Lead ImageMaison Margiela S/S18, Sunglasses Mykita and Maison MargielaCourtesy of Maison Margiela

“Décortiquer” means “to peel, to hull, to dissect”. It’s the term John Galliano has alighted on to describe his approach to Maison Margiela; he applies it to a technique, to the stripping back of a garment to the bare necessities. Necessary here means the flaps and flanges and frames of fabric that actually hold one another together, forming something that can be worn as opposed to a pretty pile of ribbons. You wind up with a cagey version of a T-shirt or jacket or trench coat, layered over something more substantial. It renders the utilitarian and plebeian decorative; it’s an act of transformation via removal.

How terribly clever, and how very Margiela. The most interesting thing about John Galliano’s three year creative arc at Maison Margiela is how rapidly he has not only absorbed the aesthetic identity of the label, but has reinvented it as his own. I say reinvented rather than invented, because Galliano is actually pulling from Margiela’s archive – it’s just often not the stuff we’re overwhelmingly familiar with.

“When people talk about Martin being minimal, I think a lot of them are coloured by the work of the last ten years,” Galliano once asserted to me. “Martin isn't a minimal designer. If you look at his early works, I mean fuck me it's full on. Full on. Not just the layering and the intricate cuts, but the messages, the woman, it's really full on.”

If there is a shared ethos between Galliano and Margiela, it is that – the full-on.
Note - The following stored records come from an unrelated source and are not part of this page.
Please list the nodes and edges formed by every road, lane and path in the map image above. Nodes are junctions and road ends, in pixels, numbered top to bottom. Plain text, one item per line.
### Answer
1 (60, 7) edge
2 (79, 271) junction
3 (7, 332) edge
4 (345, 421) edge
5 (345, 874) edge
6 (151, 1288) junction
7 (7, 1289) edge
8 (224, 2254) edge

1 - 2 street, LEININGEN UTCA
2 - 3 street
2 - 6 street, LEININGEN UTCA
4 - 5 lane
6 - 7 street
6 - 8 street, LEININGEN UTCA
So while you may find a certain visual similarity between Margiela’s make-do-and-mend ethos and Galliano early 80s topsy-turvy collections – where trousers became jackets and blazers skirts in a higgledy-piggledy childlike mishmash of clothing – or between Galliano’s historicism and Margiela’s rampant recycling, it’s the spirit thats most alike. Margiela under Galliano doesn’t look like Margiela under Margiela: it shouldn’t. It’s been reinvented. It’s a different house now.
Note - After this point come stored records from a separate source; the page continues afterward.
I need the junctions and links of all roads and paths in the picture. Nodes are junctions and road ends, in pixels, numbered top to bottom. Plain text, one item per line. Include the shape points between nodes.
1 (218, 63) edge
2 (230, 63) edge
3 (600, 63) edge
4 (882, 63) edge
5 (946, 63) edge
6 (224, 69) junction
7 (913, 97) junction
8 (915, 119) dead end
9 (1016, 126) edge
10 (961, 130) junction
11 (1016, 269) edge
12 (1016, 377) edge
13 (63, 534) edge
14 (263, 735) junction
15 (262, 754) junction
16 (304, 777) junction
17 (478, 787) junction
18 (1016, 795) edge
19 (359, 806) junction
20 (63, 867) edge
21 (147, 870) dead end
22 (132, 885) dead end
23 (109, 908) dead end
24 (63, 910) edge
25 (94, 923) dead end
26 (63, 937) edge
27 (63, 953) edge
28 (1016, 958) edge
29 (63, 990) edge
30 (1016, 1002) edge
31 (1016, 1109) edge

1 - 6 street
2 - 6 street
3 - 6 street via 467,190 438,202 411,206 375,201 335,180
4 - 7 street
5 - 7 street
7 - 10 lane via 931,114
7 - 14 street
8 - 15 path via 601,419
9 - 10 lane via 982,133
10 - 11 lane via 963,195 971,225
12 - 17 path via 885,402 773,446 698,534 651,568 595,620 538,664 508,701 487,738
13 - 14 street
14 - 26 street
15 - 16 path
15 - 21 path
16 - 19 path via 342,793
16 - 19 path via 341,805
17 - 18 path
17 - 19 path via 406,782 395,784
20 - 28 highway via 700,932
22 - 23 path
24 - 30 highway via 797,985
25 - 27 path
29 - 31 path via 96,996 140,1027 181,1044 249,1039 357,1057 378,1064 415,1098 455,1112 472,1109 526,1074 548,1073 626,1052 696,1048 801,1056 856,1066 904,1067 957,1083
Let’s pull ourselves back to the present – what did Galliano show for spring? A collection oddly inspired by haste in dressing, reflecting the hectic contemporary world of perpetual travel – for business, or for pleasure, always in the departures lounge, always disembarking. Galliano’s focus on ordinary clothes acutely reflects that; T-shirts and jogging-suits and easily wrapped coats are what people travel in, rather than retrograde nipped and tucked suits or high heels. Then again, there were references to those too – to archetypes of preened dressing, like slithery chiffon dresses punctuated with pleats like a cross between an homage and parody of Monroe and her Seven Year Itch look. There were ripped-up trench coats, underwear shovelled on as outwear, and leather luggage tags as unconventional (or even unhinged) accessories. Bags looked like fluffy clouds, as glimpsed outside of an aeroplane window. There was a lot going on. Most of it had holes cut in.
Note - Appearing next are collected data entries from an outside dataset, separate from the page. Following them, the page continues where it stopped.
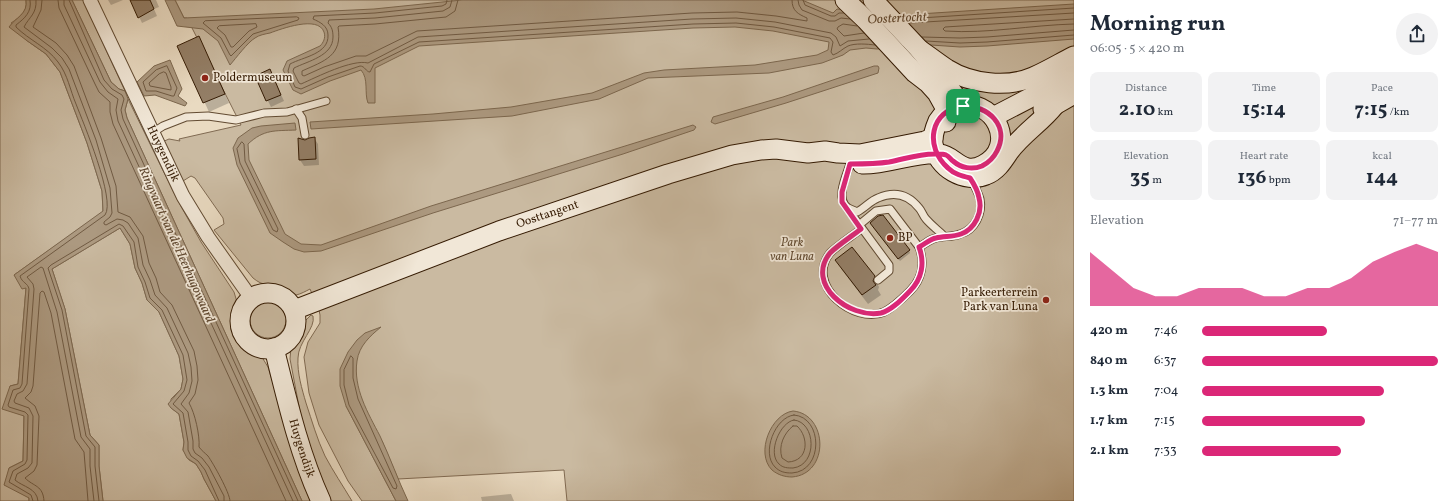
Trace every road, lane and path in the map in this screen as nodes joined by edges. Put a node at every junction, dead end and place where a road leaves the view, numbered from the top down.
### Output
1 (90, 0) edge
2 (874, 1) edge
3 (848, 2) edge
4 (920, 50) junction
5 (1074, 56) edge
6 (1074, 75) edge
7 (1074, 94) edge
8 (326, 101) dead end
9 (296, 109) junction
10 (950, 111) junction
11 (993, 117) junction
12 (152, 133) junction
13 (305, 136) dead end
14 (939, 149) junction
15 (1004, 150) junction
16 (808, 153) junction
17 (850, 164) junction
18 (970, 178) junction
19 (847, 208) junction
20 (860, 227) junction
21 (944, 236) junction
22 (919, 247) junction
23 (878, 280) dead end
24 (251, 298) junction
25 (294, 310) junction
26 (274, 348) junction
27 (321, 501) edge

1 - 12 street, Huygendijk
2 - 4 main road
3 - 10 main road
4 - 5 main road
4 - 10 main road
6 - 11 main road
7 - 15 main road
8 - 9 lane
9 - 12 lane
9 - 13 lane
10 - 11 main road
10 - 14 main road
11 - 15 main road
12 - 24 street, Huygendijk
14 - 15 main road
14 - 16 main road, Oosttangent
14 - 17 main road, Oosttangent
14 - 18 main road
15 - 18 main road
16 - 17 main road, Oosttangent
16 - 25 main road, Oosttangent
17 - 19 lane
18 - 21 lane
19 - 20 lane
19 - 21 lane
20 - 22 lane
20 - 22 lane
20 - 23 lane
21 - 22 lane
24 - 25 main road
24 - 26 main road
25 - 26 main road
26 - 27 main road, Huygendijk

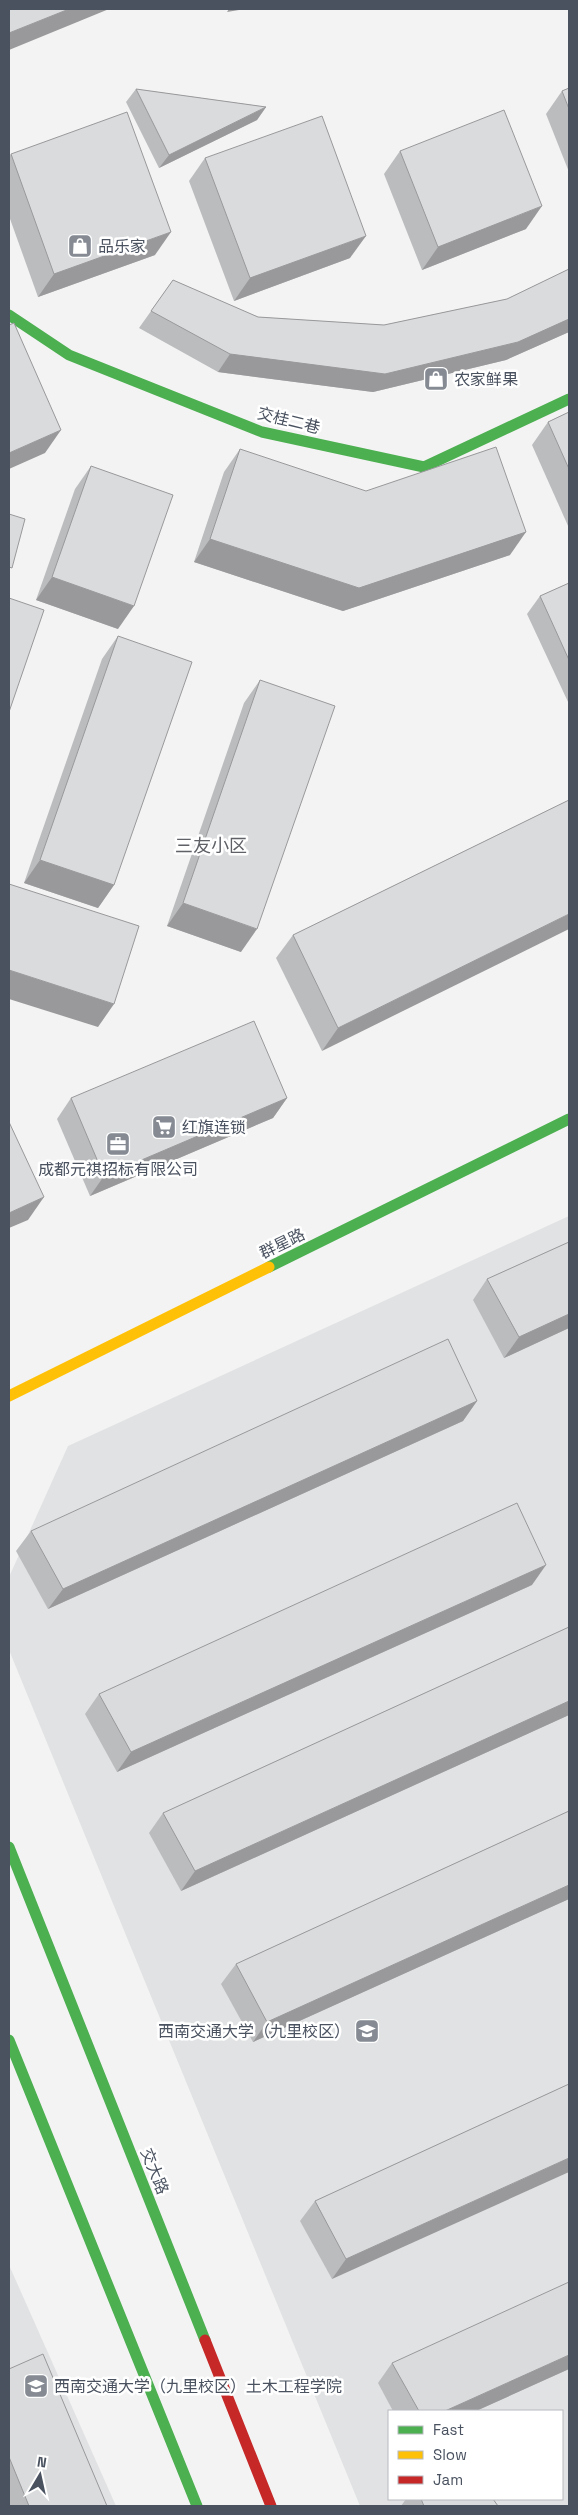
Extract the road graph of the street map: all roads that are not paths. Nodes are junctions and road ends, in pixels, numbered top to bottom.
1 (9, 315) edge
2 (569, 399) edge
3 (569, 1119) edge
4 (9, 1396) edge
5 (9, 1848) edge
6 (9, 2040) edge
7 (197, 2506) edge
8 (271, 2506) edge

1 - 2 street, 交桂二巷
3 - 4 street, 群星路
5 - 8 street, 交大路
6 - 7 street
Nevertheless, amongst the madness, one notion was reiterated again and again – the word, and the tropes, of ‘glamour’. “We set out to propose and further explore the idea of a new glamour that seduces us in our everyday lives,” was the statement credited to the collective Margiela maison, that nevertheless bore the definitive hallmark of Galliano’s piquant wit. As did the clothes, where that glamour manifested itself as ostrich feather trims sprouting like weeds from those decortiqué T-shirt frames. They looked like a cross between Meret Oppenheim surrealist constructions, and glam rock boas. Which are two opposing territories Galliano’s Margiela happily straddles.

Don’t let Galliano fool you: glamour was never Margiela’s bag. His bag, indeed, was plastic, from a French grocery, worn as a blouse with a long evening skirt. Galliano adores glamour, but he seems especially interested in exploring it through the prism of Margiela, the quintessentially anti-glamorous designer. Perhaps that is what makes Galliano’s work at Margiela so compelling, so endlessly innovative – not the many similarities, but the many difference, between these two great designers whose work both has and continues to define the way people dress in the 21st century. Despite first impressions, there’s always plenty here to wear. Just peel back the layers.